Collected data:
◇ ◇ ◇ ◇ ◇
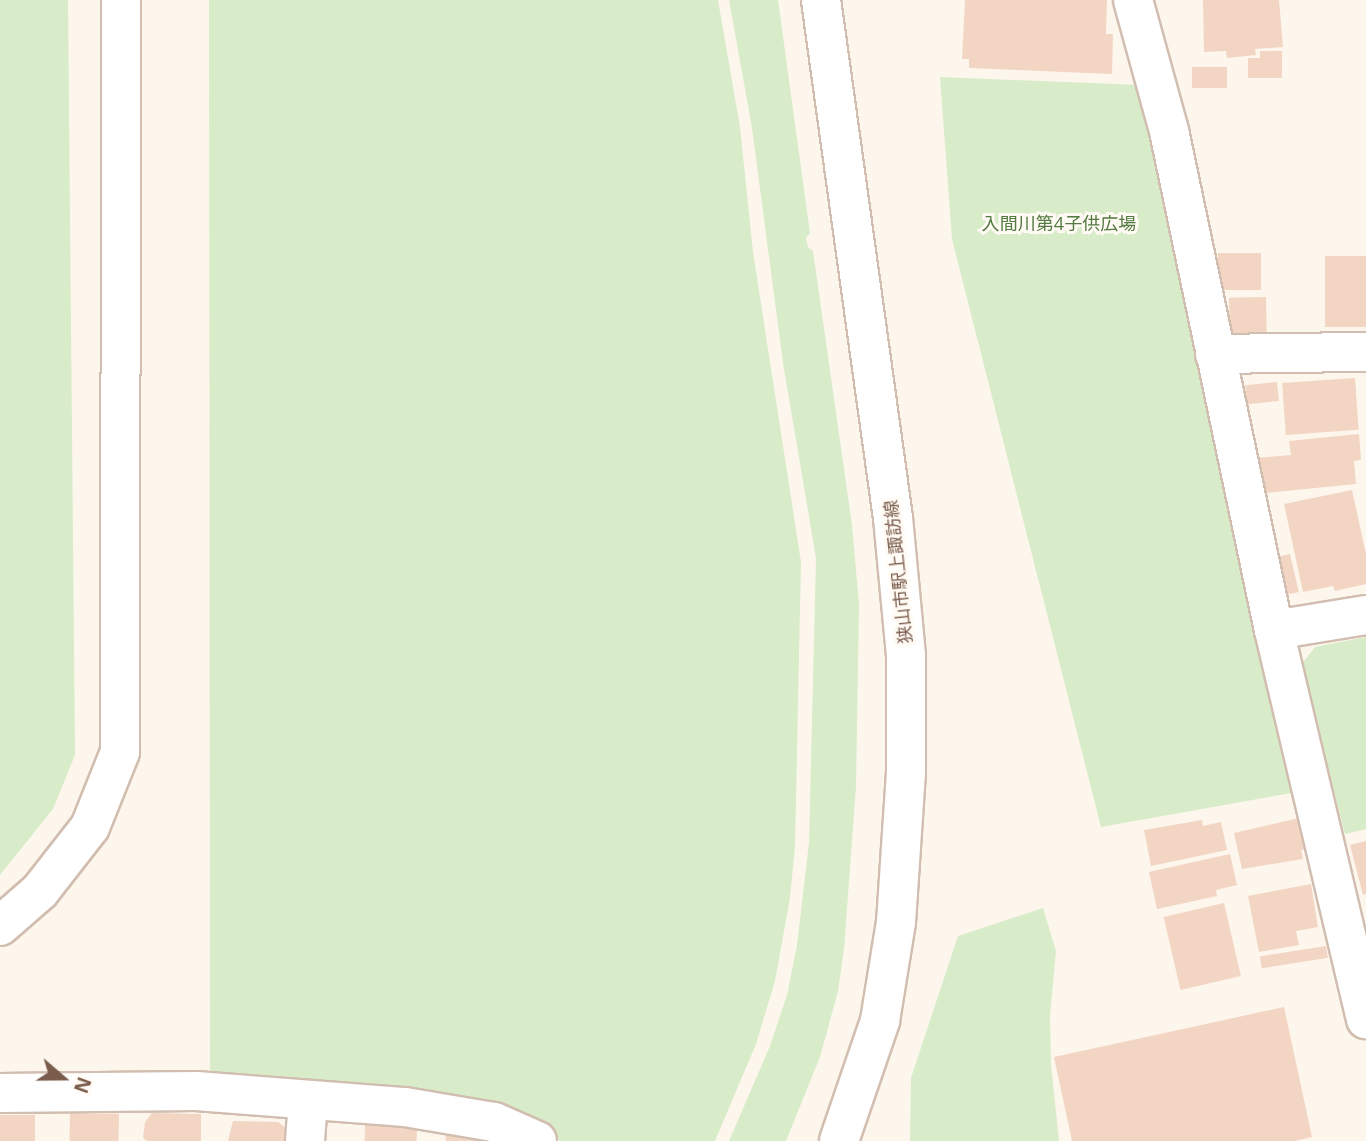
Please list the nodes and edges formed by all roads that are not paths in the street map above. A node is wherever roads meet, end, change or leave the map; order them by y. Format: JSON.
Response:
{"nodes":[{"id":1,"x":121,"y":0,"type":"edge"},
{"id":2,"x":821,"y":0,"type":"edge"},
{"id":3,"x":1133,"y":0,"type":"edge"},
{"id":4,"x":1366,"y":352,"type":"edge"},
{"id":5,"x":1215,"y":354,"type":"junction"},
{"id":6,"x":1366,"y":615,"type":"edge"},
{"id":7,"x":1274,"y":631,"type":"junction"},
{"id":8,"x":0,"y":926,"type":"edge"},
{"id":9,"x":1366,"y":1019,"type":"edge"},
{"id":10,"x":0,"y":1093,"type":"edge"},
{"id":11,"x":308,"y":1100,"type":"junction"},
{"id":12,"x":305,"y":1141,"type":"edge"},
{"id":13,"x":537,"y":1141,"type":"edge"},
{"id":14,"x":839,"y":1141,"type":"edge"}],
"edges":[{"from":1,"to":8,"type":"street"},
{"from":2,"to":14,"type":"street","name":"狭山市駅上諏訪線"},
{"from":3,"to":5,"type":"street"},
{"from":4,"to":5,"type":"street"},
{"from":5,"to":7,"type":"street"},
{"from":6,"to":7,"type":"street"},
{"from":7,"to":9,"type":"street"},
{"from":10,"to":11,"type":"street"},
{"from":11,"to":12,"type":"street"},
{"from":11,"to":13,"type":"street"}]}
◇ ◇ ◇ ◇ ◇
Assignment:
Repeat each line above exactly as it reads, omitting any pictures.

Response to the exercise:
Please list the nodes and edges formed by all roads that are not paths in the street map above. A node is wherever roads meet, end, change or leave the map; order them by y. Format: JSON.
Response:
{"nodes":[{"id":1,"x":121,"y":0,"type":"edge"},
{"id":2,"x":821,"y":0,"type":"edge"},
{"id":3,"x":1133,"y":0,"type":"edge"},
{"id":4,"x":1366,"y":352,"type":"edge"},
{"id":5,"x":1215,"y":354,"type":"junction"},
{"id":6,"x":1366,"y":615,"type":"edge"},
{"id":7,"x":1274,"y":631,"type":"junction"},
{"id":8,"x":0,"y":926,"type":"edge"},
{"id":9,"x":1366,"y":1019,"type":"edge"},
{"id":10,"x":0,"y":1093,"type":"edge"},
{"id":11,"x":308,"y":1100,"type":"junction"},
{"id":12,"x":305,"y":1141,"type":"edge"},
{"id":13,"x":537,"y":1141,"type":"edge"},
{"id":14,"x":839,"y":1141,"type":"edge"}],
"edges":[{"from":1,"to":8,"type":"street"},
{"from":2,"to":14,"type":"street","name":"狭山市駅上諏訪線"},
{"from":3,"to":5,"type":"street"},
{"from":4,"to":5,"type":"street"},
{"from":5,"to":7,"type":"street"},
{"from":6,"to":7,"type":"street"},
{"from":7,"to":9,"type":"street"},
{"from":10,"to":11,"type":"street"},
{"from":11,"to":12,"type":"street"},
{"from":11,"to":13,"type":"street"}]}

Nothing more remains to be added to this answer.